Warrior Trading Blog

Every Trade has a Context

Trade Context Is Key


Have you ever entered a trade based upon what you considered to be a picture perfect setup to only then see it explode in the wrong direction? This probably will leave you quite aggravated and perplexed, and in some cases, desperate to return to the market looking for revenge with emotionally fueled activity which is the absolute worst solution. There is one very significant factor in deciphering price action that if missed can result in this feeling perpetually even if you find yourself waiting patiently for the ideal setup.

This important piece is Context. Context is the price action that forms within a broader range of price action dictating direction. What does this actually mean? The market is fractal, meaning that it is a copy of itself, within itself, and within itself again. This tells you that what you are seeing on one time frame should align with multiple others. If multiple time frame alignment is not present, you should not be entering a trade and anything outside of the former is simply just noise.

It can be easy to become excited and enthralled with a specific trade setup while completely disregarding the broader market context, or as us traders say, not looking to the left side of the chart. For instance, you may have an exceptional looking 5 minute chart but in contrast, your 30 and 60 minute charts may be in direct conflict, signaling something much different than what you were anticipating to take place on your 5 minute signal. Learning how to differentiate between the good and bad price action will make a world of difference in your progression as a trader.
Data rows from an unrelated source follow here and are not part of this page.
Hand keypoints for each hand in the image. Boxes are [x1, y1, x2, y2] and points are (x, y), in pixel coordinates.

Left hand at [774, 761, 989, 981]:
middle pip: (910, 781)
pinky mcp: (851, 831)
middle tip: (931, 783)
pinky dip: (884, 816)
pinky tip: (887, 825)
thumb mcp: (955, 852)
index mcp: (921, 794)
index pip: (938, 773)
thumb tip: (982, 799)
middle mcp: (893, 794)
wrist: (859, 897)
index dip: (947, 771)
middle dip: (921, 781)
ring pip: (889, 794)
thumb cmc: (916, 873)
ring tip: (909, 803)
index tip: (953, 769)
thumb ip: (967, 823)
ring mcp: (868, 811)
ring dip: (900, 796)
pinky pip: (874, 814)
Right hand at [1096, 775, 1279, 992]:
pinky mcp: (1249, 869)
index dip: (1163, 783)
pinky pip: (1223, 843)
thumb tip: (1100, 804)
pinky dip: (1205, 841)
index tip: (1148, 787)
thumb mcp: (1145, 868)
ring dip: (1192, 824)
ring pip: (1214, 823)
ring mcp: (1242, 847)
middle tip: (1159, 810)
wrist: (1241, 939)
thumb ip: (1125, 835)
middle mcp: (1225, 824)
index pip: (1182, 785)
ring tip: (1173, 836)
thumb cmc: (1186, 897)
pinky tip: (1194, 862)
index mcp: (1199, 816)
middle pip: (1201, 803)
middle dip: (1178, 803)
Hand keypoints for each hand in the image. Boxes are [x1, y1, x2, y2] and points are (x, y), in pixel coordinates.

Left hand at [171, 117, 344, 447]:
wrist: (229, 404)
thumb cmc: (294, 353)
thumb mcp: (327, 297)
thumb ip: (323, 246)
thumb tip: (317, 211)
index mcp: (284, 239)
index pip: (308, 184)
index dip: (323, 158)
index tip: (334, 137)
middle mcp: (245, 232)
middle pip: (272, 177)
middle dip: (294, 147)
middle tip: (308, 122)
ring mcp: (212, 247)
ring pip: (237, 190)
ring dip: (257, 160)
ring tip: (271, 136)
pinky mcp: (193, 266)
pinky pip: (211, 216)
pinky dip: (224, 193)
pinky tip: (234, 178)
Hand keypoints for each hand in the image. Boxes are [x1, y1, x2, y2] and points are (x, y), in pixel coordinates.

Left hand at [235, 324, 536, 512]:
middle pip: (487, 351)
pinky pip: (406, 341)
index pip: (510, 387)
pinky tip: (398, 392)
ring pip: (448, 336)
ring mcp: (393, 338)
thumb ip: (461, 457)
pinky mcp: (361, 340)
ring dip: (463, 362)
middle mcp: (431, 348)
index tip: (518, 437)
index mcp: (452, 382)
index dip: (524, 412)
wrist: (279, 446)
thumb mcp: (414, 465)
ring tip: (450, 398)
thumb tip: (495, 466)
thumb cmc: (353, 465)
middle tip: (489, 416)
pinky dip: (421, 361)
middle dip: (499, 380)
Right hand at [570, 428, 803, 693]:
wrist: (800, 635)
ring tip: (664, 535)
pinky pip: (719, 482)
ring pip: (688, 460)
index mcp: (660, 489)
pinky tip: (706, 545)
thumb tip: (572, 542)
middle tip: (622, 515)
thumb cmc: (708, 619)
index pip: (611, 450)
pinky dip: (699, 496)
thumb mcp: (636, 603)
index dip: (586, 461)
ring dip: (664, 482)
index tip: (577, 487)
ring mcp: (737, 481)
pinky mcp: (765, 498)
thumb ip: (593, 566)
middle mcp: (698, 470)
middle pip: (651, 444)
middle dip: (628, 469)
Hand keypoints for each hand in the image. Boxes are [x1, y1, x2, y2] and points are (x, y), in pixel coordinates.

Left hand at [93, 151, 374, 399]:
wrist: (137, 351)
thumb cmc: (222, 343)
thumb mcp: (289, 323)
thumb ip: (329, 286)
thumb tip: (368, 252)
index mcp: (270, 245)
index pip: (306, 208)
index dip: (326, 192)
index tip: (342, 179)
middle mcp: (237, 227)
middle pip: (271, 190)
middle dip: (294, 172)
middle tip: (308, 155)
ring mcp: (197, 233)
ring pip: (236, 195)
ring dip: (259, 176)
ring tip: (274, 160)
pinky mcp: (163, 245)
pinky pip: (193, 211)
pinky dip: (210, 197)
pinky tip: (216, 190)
Differentiating Between the Good & the Bad Trading Setups


A very helpful approach is to create a process before initiating a position on a trade. This process is comprised of a series of brief questions to quickly but effectively evaluate a potential trade. I will explain the process I utilize to quantify market context to confirm the bias I may have prior to entering a trade.

  1. Do you have multiple time frame alignment?

Does the signal you are looking at on a faster time frame, such as a 5 minute chart, align with longer, higher confirmation time frames such as the 30 and 60 minute charts? You want to be seeing the same story on multiple time frames. If they are in conflict, chances are the trade will not work out in your favor, or at the very least, will be much riskier than if alignment was present.


  1. Does the signal align with the broader market context?

Is the market range bound? Is the market strongly trending in a clear direction? Asking these questions will help you determine the overall context of the market and whether your trade bias is validated. For example, if you are debating on taking a short sided trade into a strong trending market, you will want to exercise extreme caution or possible rethink the trade altogether. Taking a counter trend trade requires much more skill than trend trading and until you have mastered trend trading, steer clear of the counter trend moves.


  1. Do you have a defined trade?

Are you entering the trade near significant levels of support/resistance? Do you have enough clear space for your trade to make a move to justify the risk/reward? These questions are perhaps the most important to ask as they are what will determine your profit/loss on the trade. You want to be absolutely sure that you are not taking a long trade into resistance or taking a short trade into support. Avoiding these traps will surely keep your trade probability on the higher end with fewer stop outs while realizing larger, more consistent gains.


What’s Next?

As you practice your market analysis skills, you will quickly realize how much of an effect factoring in the overall market will have on your trading. As time progresses, you will soon find yourself checking the market state prior to even considering a trade. New traders tend to place too much emphasis on the specific trade signal itself which undoubtedly will lead to over trading and the loss of money.


Maintaining a very selective, patient frame of mind about a trade is the product of being able to properly read market context and deciphering price action while also being the initial line of defense in protecting your hard earned capital that you are putting to work. Stick to your strategy and respect your rules!